=== Dataset entries ===
[Start of Attachment]

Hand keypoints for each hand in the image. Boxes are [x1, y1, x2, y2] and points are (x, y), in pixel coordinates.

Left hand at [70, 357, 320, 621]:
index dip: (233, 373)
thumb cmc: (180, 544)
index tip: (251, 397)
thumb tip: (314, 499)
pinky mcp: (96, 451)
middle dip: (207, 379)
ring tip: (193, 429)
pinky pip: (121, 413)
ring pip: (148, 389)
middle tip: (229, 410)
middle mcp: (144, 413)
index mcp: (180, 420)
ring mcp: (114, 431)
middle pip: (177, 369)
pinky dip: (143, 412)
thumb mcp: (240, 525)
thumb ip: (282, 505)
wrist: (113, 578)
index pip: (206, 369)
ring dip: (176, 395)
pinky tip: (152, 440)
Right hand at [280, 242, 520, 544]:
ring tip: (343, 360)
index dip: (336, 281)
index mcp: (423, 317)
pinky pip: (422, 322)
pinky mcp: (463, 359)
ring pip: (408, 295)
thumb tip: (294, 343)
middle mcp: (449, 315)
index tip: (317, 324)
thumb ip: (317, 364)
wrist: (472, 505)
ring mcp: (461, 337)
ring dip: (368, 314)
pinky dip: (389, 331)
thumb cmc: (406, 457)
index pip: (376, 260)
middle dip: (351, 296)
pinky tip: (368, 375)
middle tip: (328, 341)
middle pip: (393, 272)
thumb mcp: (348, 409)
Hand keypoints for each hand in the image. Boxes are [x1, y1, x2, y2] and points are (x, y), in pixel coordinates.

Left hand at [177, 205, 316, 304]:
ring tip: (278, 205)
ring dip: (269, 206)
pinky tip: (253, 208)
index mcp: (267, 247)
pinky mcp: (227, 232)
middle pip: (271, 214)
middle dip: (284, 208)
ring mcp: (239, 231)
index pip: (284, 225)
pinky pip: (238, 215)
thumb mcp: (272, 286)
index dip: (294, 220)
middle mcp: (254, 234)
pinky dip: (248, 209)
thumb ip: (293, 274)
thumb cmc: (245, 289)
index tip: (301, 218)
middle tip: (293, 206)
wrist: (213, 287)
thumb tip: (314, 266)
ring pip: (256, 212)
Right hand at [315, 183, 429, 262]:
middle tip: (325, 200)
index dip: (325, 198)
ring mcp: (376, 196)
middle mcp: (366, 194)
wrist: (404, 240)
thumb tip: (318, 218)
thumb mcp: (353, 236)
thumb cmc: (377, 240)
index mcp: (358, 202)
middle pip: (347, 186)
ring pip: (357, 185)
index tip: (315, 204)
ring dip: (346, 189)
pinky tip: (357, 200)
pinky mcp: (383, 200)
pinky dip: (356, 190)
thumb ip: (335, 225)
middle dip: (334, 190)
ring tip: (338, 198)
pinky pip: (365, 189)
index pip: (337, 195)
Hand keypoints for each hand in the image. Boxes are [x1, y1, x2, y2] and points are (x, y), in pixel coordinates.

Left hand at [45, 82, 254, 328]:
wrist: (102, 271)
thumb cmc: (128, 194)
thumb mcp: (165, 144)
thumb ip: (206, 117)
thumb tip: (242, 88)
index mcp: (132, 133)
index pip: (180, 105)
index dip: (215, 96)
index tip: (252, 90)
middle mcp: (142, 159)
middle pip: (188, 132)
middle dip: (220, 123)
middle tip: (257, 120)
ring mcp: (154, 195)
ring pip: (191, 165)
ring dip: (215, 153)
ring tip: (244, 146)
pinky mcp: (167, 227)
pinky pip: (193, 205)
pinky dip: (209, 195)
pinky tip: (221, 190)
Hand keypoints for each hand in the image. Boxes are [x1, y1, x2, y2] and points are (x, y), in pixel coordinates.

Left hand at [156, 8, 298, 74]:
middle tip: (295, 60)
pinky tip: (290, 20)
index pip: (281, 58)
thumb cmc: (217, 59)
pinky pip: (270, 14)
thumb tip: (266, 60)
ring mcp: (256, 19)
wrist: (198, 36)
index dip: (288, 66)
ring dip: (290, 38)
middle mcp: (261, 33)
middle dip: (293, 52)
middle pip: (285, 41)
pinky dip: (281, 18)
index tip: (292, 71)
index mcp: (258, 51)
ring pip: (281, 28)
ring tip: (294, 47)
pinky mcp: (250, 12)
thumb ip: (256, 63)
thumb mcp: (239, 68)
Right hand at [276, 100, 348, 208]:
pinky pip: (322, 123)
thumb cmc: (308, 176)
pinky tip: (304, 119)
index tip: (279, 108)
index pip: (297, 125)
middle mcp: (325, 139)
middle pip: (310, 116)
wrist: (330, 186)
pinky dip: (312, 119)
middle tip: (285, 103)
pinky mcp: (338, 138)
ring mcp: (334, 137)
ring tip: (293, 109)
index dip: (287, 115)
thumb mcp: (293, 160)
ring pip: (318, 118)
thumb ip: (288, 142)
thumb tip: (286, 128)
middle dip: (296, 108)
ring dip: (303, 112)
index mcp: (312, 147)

[End of Attachment]
[Start of Attachment]

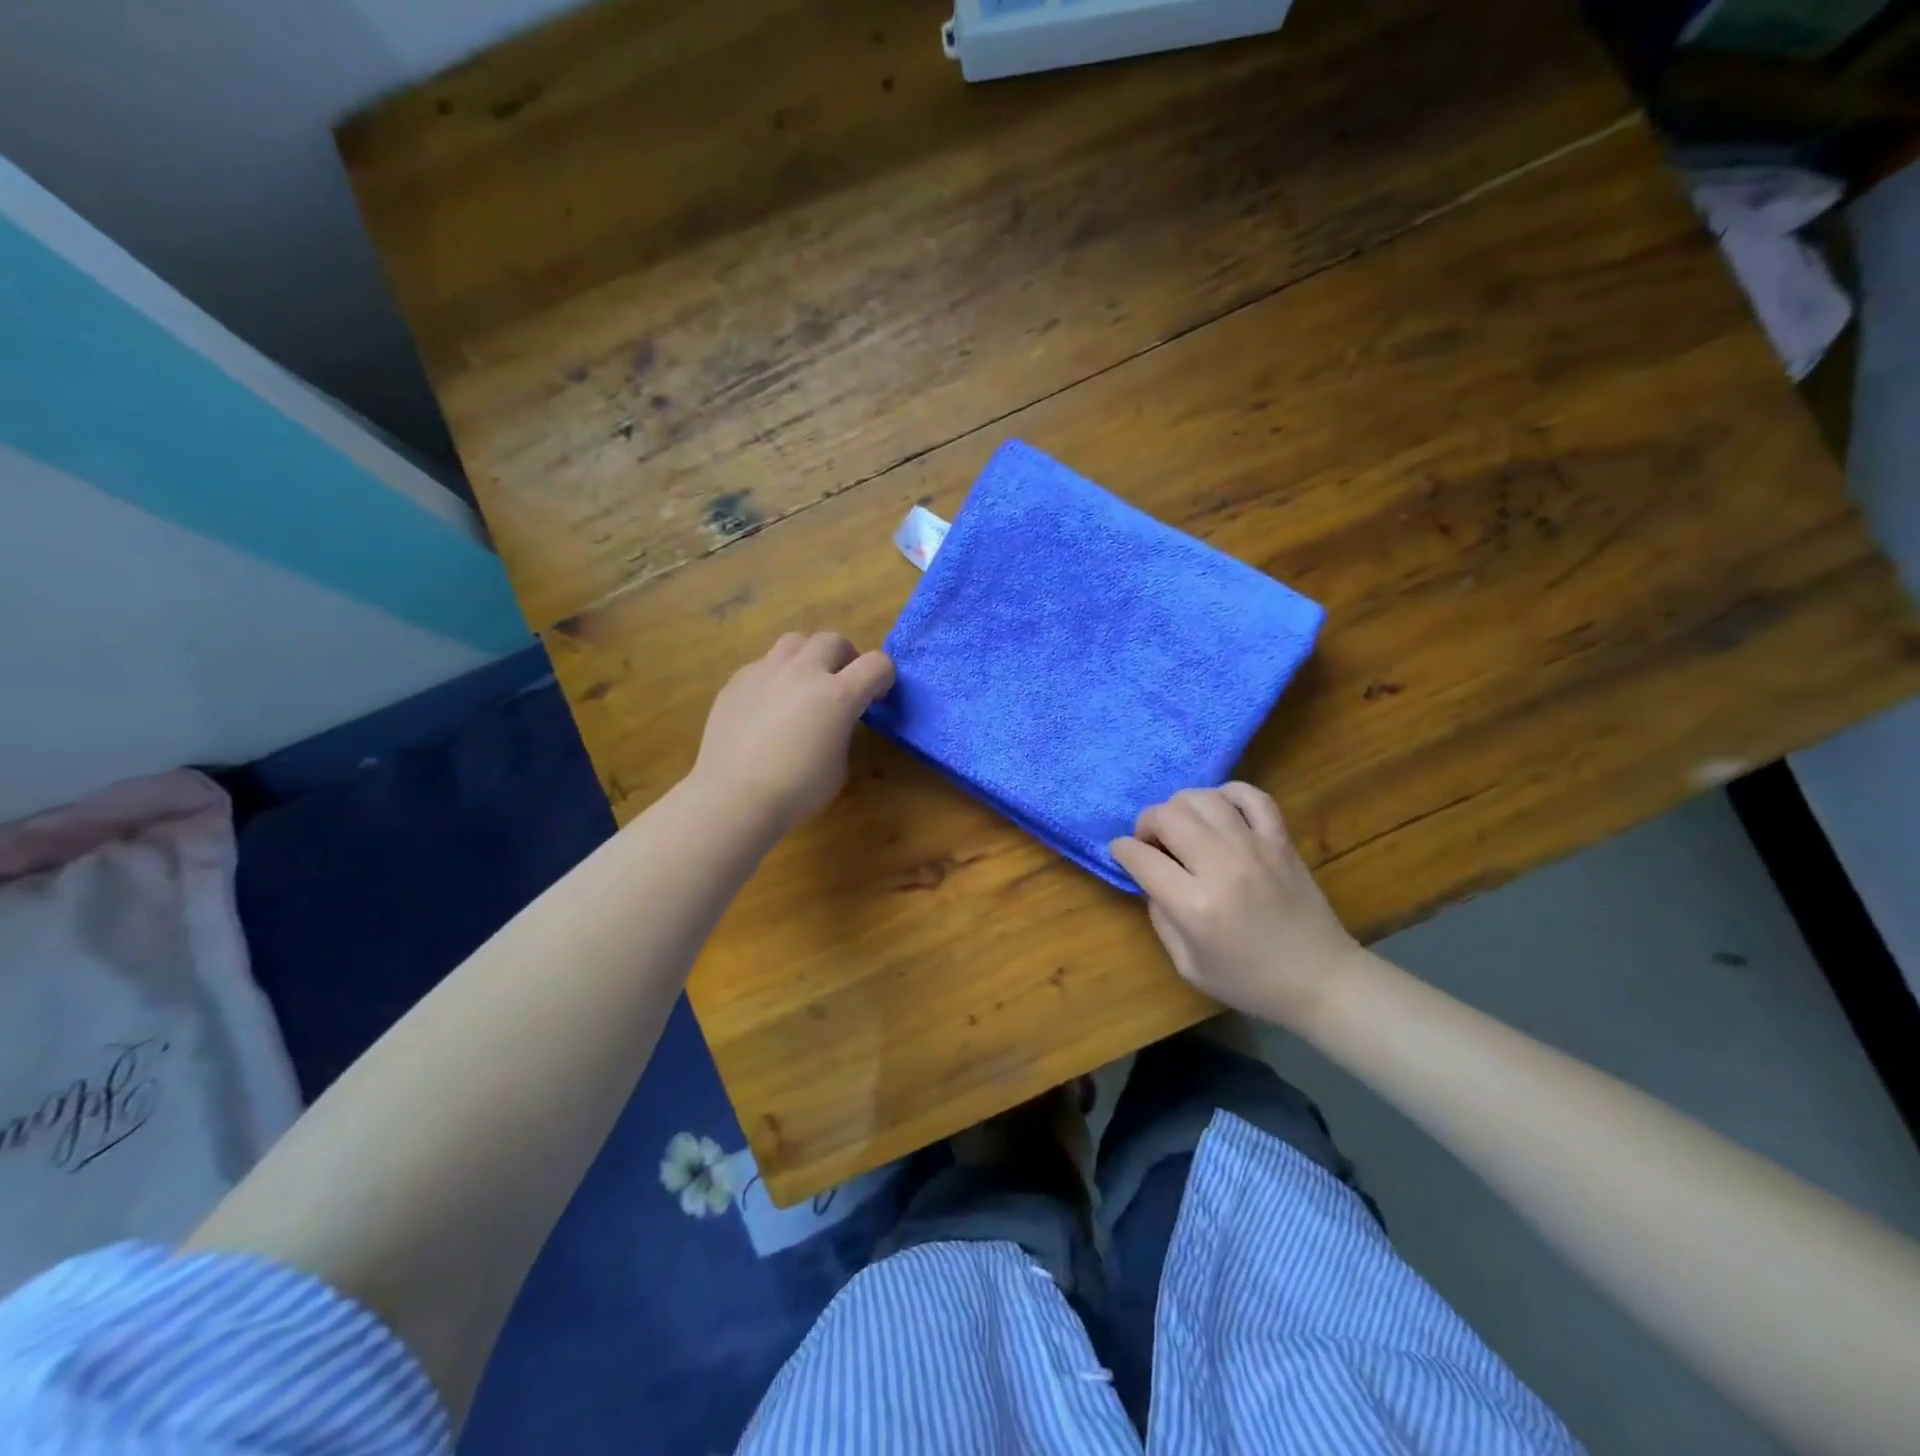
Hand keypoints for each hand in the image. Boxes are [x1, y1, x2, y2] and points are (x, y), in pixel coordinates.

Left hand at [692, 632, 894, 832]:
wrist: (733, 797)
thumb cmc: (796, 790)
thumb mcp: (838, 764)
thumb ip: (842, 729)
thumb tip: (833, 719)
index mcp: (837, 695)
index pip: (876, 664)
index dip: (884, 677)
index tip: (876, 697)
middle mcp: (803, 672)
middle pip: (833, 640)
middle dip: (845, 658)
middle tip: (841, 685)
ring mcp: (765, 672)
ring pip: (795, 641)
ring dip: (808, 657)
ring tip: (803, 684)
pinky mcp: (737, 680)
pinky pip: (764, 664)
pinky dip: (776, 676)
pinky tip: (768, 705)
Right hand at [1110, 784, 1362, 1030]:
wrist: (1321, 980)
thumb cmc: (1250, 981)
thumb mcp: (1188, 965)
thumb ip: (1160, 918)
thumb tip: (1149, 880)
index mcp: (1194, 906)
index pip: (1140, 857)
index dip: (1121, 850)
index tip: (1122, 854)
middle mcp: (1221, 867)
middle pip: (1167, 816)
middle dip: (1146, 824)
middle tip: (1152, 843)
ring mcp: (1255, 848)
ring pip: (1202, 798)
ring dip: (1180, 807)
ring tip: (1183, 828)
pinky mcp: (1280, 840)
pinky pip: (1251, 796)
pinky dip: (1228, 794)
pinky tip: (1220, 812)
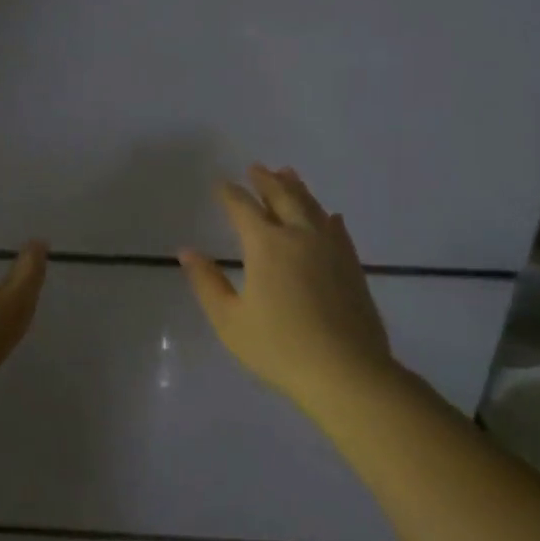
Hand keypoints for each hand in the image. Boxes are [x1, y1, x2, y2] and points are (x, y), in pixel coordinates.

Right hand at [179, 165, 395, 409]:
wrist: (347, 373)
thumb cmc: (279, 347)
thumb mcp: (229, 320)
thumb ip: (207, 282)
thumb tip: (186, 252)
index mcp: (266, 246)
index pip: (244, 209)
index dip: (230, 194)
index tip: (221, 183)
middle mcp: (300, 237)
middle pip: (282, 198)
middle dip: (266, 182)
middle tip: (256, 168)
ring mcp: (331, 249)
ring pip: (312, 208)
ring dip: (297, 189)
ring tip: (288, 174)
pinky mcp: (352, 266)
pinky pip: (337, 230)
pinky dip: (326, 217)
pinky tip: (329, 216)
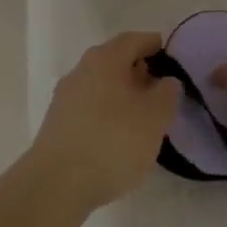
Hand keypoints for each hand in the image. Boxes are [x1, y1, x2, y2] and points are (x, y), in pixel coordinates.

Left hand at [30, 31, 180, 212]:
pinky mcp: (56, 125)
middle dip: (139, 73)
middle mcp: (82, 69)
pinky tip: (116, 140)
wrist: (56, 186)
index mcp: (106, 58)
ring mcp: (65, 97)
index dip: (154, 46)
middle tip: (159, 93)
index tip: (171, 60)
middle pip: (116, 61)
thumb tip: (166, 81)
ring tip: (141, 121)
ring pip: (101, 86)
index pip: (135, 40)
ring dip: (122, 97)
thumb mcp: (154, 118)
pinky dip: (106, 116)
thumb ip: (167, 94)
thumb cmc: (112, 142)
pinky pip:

[End of Attachment]

=== Exercise ===
Output the material above exactly, but only from the line that carries "thumb mcp: (353, 236)" through the line that carries "middle tip: (257, 120)".

=== Your response ===
thumb mcp: (353, 236)
thumb cmc: (377, 240)
index mcp: (358, 202)
middle pip: (347, 186)
ring pip: (357, 185)
index tip: (315, 204)
ring dip: (346, 189)
pinky tip: (357, 200)
pinky mcp: (383, 200)
pinky dip: (356, 190)
thumb ip: (335, 225)
middle dip: (334, 190)
ring tip: (338, 198)
pinky pip: (365, 189)
index pip: (337, 195)
Hand keypoints for each hand in the image. Boxes are [x1, y1, x2, y2] and points are (x, y), in pixel coordinates.

Left hand at [45, 82, 254, 328]:
wrist: (102, 271)
thumb cmc: (128, 194)
thumb mcp: (165, 144)
thumb ip: (206, 117)
thumb tip: (242, 88)
index mcp: (132, 133)
index pip: (180, 105)
index dip: (215, 96)
index tip: (252, 90)
middle mcp: (142, 159)
middle pip: (188, 132)
middle dip: (220, 123)
middle tip: (257, 120)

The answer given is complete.